▶ _EXERCISE DETAILS_:
Present the count of lines in the entries below that hold "Juvenal", and present nothing else.

(Stored data)
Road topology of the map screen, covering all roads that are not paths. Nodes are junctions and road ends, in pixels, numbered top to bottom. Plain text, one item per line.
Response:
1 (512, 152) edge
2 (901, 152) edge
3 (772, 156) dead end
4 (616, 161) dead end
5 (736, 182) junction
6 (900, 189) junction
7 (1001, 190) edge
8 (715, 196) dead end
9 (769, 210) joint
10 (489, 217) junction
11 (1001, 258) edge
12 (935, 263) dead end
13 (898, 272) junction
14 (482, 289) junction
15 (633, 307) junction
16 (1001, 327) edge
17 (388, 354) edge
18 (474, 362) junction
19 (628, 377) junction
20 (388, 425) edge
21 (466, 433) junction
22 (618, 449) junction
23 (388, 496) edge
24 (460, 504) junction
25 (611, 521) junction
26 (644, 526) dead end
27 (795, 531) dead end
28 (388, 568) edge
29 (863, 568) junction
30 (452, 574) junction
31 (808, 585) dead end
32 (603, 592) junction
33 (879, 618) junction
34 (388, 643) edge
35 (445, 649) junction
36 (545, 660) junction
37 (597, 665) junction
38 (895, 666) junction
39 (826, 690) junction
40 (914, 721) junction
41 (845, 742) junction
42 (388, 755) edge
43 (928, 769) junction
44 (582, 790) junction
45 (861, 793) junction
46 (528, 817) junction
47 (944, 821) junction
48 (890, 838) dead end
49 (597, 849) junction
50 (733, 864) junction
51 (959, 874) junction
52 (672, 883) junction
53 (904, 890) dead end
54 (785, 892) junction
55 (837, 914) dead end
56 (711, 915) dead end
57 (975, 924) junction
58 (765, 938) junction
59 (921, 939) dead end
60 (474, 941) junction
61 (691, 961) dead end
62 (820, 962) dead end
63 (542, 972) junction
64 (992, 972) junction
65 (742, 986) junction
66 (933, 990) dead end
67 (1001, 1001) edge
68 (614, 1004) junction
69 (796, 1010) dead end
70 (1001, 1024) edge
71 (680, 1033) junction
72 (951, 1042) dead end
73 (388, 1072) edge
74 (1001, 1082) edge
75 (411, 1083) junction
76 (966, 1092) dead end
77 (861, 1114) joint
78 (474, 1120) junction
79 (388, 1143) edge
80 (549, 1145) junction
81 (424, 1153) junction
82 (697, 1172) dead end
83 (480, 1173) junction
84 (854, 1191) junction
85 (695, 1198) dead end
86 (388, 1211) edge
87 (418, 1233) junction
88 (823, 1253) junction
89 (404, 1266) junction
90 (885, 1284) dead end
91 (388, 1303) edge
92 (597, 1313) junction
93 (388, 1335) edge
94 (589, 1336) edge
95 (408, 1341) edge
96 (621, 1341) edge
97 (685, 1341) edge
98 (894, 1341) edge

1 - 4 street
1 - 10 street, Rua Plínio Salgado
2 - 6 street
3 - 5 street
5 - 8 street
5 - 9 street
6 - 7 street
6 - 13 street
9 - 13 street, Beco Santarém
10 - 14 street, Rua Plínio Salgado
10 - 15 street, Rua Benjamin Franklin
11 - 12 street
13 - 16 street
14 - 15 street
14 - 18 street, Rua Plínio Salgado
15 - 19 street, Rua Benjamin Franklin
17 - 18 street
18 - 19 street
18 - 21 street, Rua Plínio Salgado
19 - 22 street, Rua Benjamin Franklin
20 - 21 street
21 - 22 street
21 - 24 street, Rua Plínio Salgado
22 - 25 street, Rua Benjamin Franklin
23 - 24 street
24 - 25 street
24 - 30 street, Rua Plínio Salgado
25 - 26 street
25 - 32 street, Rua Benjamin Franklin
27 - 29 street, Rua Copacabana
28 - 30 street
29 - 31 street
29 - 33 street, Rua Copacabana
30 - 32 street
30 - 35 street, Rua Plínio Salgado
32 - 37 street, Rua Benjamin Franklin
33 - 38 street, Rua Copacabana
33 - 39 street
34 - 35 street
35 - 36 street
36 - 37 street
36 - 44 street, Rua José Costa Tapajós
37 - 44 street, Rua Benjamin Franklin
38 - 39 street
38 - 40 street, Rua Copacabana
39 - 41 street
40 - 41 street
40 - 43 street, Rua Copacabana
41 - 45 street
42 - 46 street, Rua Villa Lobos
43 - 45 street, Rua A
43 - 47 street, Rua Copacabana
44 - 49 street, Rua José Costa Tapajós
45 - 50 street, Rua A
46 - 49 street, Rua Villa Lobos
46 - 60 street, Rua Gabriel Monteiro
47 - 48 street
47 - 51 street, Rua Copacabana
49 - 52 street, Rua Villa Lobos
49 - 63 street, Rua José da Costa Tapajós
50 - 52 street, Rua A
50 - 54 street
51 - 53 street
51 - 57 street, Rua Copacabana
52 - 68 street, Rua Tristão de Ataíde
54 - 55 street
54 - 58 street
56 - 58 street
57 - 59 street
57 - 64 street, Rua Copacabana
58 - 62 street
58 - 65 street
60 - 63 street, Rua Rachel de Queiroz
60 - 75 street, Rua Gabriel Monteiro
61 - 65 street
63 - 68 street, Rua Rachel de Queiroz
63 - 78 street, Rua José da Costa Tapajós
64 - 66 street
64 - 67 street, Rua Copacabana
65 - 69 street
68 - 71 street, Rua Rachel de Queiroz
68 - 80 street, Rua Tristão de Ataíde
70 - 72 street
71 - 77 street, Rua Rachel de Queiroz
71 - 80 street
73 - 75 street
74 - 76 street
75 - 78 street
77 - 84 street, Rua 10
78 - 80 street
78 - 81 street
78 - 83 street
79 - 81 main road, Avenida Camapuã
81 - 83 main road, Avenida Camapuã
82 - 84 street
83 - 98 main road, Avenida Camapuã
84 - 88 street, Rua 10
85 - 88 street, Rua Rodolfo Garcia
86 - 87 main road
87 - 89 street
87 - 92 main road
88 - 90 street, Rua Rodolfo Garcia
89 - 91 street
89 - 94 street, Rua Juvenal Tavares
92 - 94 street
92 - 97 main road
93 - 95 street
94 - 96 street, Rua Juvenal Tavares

▶ _EXERCISE ANSWER_:
2